ABN AMRO Head Office

ABN AMRO reports EUR 475 million net profit for Q1 2016.

  • Net profit for Q1 2016 of EUR 475 million was 13% lower compared with Q1 2015
  • Net interest income remained robust; fees and commissions and other operating income were negatively impacted by volatile markets
  • Costs increased due to EUR 98 million regulatory levies (nil in Q1 2015), also resulting in a considerable drop in the operating result
  • Loan impairments were almost nil (EUR 252 million in Q1 2015), benefiting from improvements in the Dutch economy
  • ROE was 11.1% for Q1 2016 and the cost/income ratio was 66.9%
  • Fully-loaded CET1 ratio increased to 15.8% and the fully-loaded leverage ratio was 3.7%

Gerrit Zalm, Chairman of the Managing Board of ABN AMRO Group, comments:

‘2016 got off to a challenging start due to turmoil in the financial markets, caused by concerns over the Chinese economy and initially a further decline in the oil price, combined with a further reduction in already negative interest rates. Net profit for the first quarter of 2016 was EUR 475 million, a decline of EUR 68 million compared with the same period in 2015. The first quarter of 2016 included regulatory levies of EUR 98 million compared with nil in the first quarter of 2015.

The decline in profitability was the result of lower revenues caused by market volatility in the first two months, combined with higher operating expenses (up 8%) due to regulatory levies – all this resulted in a 31% drop in the operating result. The decline in operating profit was largely offset by a sharp decrease in loan impairments to almost nil, well below the average through-the-cycle and levels seen in the first quarter of 2015. The net profit of EUR 475 million translates into an EPS of EUR 0.49 and an ROE of 11.1%, within the target range of 10-13%. The cost/income ratio increased to 66.9%, or 65.3% if the regulatory levies are divided equally over the four quarters of this year. This is above the target range of 56-60%, which we still aim to reach by 2017. The fullyloaded CET1 ratio increased from 15.5% at year-end 2015 to 15.8%, remaining well above the target range of 11.5-13.5%, and we will continue to grow our capital position until there is more clarity on Basel IV.

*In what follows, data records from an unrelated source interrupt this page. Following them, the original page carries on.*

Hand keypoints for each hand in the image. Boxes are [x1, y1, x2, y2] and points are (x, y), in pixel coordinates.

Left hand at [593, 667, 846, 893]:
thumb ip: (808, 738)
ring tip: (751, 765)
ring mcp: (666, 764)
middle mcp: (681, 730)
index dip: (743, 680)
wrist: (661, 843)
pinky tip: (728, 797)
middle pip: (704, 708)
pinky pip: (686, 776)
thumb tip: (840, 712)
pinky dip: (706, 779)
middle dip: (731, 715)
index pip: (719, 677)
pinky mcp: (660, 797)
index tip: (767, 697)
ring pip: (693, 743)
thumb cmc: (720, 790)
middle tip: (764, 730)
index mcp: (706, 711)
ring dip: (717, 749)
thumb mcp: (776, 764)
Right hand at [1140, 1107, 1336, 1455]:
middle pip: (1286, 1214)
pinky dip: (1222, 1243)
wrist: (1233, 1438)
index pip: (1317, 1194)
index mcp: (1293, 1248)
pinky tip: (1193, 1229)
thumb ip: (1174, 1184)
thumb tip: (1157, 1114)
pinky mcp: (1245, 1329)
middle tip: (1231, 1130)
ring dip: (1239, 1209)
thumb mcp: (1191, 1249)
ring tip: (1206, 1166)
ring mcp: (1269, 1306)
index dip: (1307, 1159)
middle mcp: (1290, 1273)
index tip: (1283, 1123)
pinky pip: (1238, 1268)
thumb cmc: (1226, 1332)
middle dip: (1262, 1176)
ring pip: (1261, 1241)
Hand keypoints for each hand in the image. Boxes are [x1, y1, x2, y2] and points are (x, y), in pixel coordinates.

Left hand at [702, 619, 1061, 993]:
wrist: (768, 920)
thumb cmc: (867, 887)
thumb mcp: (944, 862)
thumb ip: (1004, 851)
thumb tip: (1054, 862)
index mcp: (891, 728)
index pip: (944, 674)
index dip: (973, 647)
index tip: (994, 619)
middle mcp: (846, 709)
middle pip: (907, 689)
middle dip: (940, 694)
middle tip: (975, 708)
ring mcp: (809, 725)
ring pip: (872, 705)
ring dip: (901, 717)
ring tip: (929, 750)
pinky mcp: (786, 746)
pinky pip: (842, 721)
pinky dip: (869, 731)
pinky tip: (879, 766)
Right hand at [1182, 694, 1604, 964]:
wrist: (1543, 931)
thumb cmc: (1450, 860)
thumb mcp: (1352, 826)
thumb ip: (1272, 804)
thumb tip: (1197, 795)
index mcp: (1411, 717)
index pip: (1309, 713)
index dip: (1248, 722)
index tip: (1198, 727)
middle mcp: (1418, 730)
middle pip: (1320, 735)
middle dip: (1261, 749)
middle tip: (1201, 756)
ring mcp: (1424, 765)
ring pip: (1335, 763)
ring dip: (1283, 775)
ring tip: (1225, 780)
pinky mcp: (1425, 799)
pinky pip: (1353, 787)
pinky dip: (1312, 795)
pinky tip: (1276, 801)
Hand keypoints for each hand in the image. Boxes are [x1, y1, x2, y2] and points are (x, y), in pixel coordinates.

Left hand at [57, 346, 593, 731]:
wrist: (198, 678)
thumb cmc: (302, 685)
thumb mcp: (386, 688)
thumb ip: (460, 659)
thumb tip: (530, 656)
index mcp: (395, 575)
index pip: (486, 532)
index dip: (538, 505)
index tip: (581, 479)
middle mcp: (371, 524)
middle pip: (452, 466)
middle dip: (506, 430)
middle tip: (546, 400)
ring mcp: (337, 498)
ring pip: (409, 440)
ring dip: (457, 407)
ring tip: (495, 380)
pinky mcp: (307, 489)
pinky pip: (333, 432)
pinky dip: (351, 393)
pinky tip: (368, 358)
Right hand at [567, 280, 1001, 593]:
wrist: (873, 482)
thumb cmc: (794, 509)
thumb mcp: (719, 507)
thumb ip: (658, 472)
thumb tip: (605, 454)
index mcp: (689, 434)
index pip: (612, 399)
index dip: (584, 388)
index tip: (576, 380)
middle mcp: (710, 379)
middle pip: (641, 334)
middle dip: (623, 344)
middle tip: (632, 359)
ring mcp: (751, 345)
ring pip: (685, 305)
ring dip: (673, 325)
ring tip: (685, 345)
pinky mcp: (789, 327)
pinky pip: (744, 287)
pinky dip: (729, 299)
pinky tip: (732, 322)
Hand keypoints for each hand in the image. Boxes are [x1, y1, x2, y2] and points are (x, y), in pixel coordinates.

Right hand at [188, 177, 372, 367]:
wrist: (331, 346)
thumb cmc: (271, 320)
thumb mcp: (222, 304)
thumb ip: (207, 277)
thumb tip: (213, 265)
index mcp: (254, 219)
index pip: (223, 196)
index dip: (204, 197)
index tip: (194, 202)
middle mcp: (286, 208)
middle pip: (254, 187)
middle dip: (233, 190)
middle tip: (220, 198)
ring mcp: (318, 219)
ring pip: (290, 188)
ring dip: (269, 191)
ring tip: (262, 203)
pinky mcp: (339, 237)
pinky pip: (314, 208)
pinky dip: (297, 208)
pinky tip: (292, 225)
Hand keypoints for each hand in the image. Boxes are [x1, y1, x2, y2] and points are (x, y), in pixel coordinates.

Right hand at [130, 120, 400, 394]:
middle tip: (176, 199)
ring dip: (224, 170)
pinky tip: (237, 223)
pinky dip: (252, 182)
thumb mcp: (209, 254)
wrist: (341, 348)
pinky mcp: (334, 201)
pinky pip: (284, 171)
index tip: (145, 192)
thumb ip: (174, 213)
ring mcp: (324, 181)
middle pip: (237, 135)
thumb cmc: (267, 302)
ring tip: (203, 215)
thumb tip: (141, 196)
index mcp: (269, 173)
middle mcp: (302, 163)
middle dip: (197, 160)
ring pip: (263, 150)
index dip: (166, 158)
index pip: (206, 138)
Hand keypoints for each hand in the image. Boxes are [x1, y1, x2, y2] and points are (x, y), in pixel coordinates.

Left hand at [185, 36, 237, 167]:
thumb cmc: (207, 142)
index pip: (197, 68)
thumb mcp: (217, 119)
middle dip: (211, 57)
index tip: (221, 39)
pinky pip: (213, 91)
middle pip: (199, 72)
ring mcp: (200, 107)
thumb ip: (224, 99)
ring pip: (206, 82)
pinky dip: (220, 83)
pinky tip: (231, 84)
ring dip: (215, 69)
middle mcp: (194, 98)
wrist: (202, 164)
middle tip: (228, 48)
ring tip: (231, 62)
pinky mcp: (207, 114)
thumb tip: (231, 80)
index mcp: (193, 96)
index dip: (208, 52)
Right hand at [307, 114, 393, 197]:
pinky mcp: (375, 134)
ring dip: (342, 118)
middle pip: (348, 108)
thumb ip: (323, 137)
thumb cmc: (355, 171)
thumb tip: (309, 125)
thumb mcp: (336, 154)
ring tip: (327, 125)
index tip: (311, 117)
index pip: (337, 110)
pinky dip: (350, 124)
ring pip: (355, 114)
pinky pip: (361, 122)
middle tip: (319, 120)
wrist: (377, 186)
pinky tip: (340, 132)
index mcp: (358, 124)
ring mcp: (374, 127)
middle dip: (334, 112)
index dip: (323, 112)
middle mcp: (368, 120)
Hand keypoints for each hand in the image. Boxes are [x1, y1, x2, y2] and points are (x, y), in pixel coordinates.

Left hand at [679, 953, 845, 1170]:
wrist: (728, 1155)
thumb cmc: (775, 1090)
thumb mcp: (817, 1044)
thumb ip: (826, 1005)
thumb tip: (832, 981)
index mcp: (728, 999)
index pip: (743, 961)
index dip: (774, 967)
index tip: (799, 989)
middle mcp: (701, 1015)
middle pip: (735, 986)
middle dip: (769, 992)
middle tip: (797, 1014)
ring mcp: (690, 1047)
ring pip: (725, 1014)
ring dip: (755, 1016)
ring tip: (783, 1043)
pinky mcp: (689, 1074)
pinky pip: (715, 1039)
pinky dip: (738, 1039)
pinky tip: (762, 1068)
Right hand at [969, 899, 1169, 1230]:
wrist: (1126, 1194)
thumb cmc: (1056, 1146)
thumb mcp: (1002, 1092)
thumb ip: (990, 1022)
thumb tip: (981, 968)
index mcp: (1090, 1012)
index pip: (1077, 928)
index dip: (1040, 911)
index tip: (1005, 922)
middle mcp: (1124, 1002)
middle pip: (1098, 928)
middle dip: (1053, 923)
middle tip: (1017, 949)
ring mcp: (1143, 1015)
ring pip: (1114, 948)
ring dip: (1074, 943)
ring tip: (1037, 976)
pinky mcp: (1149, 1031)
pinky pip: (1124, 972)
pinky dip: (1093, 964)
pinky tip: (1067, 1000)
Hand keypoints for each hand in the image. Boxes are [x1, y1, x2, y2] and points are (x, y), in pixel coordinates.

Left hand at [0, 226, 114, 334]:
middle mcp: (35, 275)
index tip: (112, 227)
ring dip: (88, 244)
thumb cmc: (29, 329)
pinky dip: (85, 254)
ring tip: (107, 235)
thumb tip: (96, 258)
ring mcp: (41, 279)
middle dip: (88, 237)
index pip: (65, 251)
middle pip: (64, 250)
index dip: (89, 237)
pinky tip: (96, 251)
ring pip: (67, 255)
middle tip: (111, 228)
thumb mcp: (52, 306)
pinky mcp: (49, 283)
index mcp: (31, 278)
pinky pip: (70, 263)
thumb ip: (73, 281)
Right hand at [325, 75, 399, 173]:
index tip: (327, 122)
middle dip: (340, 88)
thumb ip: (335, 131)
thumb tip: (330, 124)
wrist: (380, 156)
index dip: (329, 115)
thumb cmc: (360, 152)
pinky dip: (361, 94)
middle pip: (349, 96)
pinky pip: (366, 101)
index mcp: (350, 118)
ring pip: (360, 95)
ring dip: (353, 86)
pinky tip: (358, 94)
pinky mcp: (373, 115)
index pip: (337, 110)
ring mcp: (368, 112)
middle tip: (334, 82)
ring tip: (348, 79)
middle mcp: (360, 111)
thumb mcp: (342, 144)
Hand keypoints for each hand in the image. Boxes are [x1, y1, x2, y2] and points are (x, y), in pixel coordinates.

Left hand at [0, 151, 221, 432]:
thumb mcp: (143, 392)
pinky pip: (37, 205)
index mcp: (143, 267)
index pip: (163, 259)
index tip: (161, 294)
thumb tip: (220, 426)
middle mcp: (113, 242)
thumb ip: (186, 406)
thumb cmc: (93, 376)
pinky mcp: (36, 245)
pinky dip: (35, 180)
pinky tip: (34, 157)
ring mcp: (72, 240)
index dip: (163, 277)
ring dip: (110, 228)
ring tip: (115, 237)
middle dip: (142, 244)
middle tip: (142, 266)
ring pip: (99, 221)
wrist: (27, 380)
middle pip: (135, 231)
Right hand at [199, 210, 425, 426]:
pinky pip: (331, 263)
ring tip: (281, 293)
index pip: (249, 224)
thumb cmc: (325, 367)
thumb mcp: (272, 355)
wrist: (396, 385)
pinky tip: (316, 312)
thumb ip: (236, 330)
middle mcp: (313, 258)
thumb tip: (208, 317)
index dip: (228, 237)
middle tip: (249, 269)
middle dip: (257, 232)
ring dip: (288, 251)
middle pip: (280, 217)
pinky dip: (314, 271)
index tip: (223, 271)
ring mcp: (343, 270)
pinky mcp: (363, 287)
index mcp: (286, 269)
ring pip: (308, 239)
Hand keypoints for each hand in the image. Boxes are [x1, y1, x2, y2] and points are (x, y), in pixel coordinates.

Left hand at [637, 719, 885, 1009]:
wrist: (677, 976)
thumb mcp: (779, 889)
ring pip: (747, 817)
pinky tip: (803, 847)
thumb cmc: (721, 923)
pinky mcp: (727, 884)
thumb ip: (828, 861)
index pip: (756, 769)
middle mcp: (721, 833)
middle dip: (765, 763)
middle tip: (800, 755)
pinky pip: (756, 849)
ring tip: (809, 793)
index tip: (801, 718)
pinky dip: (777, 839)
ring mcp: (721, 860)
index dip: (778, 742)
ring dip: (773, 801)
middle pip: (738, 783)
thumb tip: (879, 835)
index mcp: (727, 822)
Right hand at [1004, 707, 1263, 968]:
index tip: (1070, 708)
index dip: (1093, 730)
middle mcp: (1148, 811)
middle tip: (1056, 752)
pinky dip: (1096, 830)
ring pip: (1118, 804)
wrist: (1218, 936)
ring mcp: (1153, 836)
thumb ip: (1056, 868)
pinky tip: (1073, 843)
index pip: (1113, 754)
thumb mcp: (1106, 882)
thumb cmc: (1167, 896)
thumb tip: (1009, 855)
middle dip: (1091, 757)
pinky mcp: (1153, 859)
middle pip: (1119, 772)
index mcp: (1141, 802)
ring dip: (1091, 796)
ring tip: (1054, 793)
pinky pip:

In the meantime, we are seeing ever faster and continuous changes in clients' needs, regulations, digitalisation and innovation. In response, we need to be more agile, efficient and cost effective. Hence we are looking into additional cost savings to improve our operational efficiency, and also to further invest in digitalisation and innovation. In the second half of 2016, we expect to announce more specific plans on how we will update our strategy and financial targets up to 2020.’